WHAT IS REQUIRED: Could you output the complete listing given below exactly?

DATA SHOWN:
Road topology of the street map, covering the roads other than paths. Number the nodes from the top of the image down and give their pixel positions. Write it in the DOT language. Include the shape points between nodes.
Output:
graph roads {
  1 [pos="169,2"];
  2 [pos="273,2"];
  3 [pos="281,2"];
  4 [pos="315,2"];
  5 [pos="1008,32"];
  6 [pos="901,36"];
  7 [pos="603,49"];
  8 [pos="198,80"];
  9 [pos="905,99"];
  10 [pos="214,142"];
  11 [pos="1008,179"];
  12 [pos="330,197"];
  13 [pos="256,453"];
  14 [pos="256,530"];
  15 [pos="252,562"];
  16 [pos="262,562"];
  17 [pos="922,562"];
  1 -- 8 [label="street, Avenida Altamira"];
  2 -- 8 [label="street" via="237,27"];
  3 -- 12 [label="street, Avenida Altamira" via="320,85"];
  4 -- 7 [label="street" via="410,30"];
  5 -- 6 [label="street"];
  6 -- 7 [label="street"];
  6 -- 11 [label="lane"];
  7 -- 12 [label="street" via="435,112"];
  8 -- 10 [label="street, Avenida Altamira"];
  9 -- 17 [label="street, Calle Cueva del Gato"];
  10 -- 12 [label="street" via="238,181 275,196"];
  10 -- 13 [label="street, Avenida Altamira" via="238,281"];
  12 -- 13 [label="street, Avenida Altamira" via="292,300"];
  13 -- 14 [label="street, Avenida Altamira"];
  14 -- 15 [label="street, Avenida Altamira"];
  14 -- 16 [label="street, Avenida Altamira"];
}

ANSWER:
Road topology of the street map, covering the roads other than paths. Number the nodes from the top of the image down and give their pixel positions. Write it in the DOT language. Include the shape points between nodes.
Output:
graph roads {
  1 [pos="169,2"];
  2 [pos="273,2"];
  3 [pos="281,2"];
  4 [pos="315,2"];
  5 [pos="1008,32"];
  6 [pos="901,36"];
  7 [pos="603,49"];
  8 [pos="198,80"];
  9 [pos="905,99"];
  10 [pos="214,142"];
  11 [pos="1008,179"];
  12 [pos="330,197"];
  13 [pos="256,453"];
  14 [pos="256,530"];
  15 [pos="252,562"];
  16 [pos="262,562"];
  17 [pos="922,562"];
  1 -- 8 [label="street, Avenida Altamira"];
  2 -- 8 [label="street" via="237,27"];
  3 -- 12 [label="street, Avenida Altamira" via="320,85"];
  4 -- 7 [label="street" via="410,30"];
  5 -- 6 [label="street"];
  6 -- 7 [label="street"];
  6 -- 11 [label="lane"];
  7 -- 12 [label="street" via="435,112"];
  8 -- 10 [label="street, Avenida Altamira"];
  9 -- 17 [label="street, Calle Cueva del Gato"];
  10 -- 12 [label="street" via="238,181 275,196"];
  10 -- 13 [label="street, Avenida Altamira" via="238,281"];
  12 -- 13 [label="street, Avenida Altamira" via="292,300"];
  13 -- 14 [label="street, Avenida Altamira"];
  14 -- 15 [label="street, Avenida Altamira"];
  14 -- 16 [label="street, Avenida Altamira"];
}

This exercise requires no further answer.